(What to do) Gather from the listing below each line that includes the word "nodes", and copy it.

(Source material)
┄┄┄┄┄┄┄┄┄┄┄┄┄┄┄┄┄┄┄┄

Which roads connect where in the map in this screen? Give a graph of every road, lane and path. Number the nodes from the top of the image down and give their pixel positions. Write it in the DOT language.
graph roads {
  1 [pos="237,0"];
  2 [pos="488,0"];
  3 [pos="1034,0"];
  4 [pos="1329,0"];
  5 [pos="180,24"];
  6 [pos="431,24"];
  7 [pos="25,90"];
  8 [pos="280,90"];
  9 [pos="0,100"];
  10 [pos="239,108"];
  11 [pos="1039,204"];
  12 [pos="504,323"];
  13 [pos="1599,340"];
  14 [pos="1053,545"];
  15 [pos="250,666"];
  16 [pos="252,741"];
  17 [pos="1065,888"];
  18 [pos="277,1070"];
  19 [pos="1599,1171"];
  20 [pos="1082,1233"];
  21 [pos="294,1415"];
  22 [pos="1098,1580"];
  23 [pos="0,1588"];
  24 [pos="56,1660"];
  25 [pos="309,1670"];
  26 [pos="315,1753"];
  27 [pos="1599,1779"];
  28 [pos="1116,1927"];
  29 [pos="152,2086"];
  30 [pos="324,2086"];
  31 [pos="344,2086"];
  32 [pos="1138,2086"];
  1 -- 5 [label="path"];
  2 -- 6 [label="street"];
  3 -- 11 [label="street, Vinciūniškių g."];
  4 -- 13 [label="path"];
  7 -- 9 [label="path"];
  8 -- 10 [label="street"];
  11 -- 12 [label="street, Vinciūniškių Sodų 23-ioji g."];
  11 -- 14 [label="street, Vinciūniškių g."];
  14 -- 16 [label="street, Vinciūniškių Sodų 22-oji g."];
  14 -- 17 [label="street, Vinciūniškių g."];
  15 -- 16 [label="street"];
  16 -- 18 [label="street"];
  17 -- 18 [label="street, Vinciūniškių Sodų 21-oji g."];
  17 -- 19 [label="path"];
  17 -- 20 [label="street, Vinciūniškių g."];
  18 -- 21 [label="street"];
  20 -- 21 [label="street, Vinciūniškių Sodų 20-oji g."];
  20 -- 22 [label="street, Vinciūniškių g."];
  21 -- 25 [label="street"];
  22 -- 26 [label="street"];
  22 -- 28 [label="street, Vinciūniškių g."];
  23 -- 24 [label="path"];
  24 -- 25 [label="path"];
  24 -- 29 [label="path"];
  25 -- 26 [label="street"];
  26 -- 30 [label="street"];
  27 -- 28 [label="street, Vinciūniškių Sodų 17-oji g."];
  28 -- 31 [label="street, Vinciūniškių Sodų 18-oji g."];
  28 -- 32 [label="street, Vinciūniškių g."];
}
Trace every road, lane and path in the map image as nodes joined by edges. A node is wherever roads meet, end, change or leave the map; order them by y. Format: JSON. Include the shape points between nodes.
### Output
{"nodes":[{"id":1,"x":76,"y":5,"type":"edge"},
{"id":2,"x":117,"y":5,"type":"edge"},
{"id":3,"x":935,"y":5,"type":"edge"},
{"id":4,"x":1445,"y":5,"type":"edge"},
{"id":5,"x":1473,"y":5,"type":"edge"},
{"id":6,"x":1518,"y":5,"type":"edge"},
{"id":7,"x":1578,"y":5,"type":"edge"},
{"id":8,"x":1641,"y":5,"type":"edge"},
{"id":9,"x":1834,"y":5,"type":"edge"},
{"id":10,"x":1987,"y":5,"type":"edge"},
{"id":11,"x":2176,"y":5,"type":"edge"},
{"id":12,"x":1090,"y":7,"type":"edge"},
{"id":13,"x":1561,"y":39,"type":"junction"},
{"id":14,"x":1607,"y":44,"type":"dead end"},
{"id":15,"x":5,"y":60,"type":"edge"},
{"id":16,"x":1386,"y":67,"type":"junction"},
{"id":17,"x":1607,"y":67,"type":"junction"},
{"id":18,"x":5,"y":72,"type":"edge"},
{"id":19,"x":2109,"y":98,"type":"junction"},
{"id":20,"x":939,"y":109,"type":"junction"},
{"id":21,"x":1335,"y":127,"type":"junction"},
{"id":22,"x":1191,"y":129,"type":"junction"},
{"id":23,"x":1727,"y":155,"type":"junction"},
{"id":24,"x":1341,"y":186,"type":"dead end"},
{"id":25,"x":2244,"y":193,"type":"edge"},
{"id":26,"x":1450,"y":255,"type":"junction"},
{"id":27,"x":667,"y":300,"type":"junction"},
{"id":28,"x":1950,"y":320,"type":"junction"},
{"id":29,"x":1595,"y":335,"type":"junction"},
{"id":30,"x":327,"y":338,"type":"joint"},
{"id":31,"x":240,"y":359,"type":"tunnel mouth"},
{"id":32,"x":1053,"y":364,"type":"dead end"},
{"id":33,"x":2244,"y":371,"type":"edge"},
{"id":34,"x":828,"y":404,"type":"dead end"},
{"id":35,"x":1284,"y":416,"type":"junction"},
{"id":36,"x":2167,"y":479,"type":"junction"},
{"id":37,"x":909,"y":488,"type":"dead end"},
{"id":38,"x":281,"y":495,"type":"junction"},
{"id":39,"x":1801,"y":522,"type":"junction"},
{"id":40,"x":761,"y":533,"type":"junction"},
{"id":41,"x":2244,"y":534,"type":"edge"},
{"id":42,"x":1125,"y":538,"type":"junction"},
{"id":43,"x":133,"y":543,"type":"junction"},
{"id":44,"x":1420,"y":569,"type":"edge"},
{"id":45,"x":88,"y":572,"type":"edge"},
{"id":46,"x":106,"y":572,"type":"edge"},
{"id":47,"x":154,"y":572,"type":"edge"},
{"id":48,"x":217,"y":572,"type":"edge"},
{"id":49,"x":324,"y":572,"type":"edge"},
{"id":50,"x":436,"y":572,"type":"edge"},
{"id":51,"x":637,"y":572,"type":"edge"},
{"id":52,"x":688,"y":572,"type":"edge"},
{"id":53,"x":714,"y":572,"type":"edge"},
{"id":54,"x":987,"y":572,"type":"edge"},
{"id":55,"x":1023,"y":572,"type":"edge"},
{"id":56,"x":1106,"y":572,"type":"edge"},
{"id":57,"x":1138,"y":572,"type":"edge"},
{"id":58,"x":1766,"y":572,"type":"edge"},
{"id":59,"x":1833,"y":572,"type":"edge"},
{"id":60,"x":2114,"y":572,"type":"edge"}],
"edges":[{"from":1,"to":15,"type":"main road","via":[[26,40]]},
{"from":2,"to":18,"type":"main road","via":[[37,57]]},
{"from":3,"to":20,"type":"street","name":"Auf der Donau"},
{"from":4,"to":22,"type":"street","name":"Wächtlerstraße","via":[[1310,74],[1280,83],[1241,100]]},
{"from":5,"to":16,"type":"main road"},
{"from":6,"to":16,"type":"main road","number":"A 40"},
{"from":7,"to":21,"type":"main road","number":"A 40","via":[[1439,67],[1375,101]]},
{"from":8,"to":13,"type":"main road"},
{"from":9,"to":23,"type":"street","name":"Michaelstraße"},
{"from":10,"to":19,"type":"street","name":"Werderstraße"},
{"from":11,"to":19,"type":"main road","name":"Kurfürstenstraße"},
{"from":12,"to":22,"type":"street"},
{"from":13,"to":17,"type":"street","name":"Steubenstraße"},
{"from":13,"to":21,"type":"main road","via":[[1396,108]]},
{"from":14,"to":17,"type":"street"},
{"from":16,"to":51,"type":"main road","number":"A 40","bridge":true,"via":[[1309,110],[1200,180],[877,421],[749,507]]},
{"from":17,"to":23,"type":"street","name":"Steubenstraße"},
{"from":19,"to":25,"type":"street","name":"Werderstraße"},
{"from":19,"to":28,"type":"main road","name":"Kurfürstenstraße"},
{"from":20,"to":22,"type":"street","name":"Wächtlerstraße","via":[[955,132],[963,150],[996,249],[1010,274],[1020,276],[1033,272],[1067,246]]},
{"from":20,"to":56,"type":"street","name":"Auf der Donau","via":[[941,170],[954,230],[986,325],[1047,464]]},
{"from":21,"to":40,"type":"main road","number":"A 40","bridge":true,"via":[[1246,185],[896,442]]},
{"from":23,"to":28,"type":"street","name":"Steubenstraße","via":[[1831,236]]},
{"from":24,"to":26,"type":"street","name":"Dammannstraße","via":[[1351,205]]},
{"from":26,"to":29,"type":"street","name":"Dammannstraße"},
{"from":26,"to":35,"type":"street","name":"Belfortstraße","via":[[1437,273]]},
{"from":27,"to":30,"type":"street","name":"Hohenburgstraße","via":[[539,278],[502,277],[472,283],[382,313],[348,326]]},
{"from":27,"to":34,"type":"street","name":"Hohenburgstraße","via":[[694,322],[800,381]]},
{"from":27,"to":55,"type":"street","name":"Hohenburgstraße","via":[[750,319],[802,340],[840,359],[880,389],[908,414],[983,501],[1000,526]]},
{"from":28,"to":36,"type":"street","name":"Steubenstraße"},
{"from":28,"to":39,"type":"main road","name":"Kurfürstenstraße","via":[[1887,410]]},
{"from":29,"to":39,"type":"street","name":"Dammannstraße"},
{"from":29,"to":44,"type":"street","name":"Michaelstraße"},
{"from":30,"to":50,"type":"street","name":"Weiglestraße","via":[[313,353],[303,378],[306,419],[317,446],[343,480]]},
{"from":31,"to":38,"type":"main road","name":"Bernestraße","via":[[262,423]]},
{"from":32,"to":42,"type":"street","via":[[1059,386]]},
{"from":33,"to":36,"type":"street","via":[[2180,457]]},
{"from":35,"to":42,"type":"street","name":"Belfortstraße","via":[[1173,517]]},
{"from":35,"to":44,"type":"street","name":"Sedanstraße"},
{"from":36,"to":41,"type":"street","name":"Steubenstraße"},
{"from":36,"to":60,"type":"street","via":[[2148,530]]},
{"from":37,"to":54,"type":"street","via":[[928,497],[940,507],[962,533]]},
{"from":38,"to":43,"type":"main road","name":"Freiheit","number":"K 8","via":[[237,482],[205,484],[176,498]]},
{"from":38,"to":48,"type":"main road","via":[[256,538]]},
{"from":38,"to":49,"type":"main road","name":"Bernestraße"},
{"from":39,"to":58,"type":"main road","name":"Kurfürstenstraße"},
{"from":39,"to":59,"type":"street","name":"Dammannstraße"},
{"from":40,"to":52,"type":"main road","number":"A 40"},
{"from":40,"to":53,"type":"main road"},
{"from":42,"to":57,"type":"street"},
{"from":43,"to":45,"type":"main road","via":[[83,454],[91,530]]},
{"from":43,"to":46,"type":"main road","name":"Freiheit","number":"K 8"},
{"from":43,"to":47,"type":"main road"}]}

┄┄┄┄┄┄┄┄┄┄┄┄┄┄┄┄┄┄┄┄

(Completed task)
Which roads connect where in the map in this screen? Give a graph of every road, lane and path. Number the nodes from the top of the image down and give their pixel positions. Write it in the DOT language.
Trace every road, lane and path in the map image as nodes joined by edges. A node is wherever roads meet, end, change or leave the map; order them by y. Format: JSON. Include the shape points between nodes.
{"nodes":[{"id":1,"x":76,"y":5,"type":"edge"},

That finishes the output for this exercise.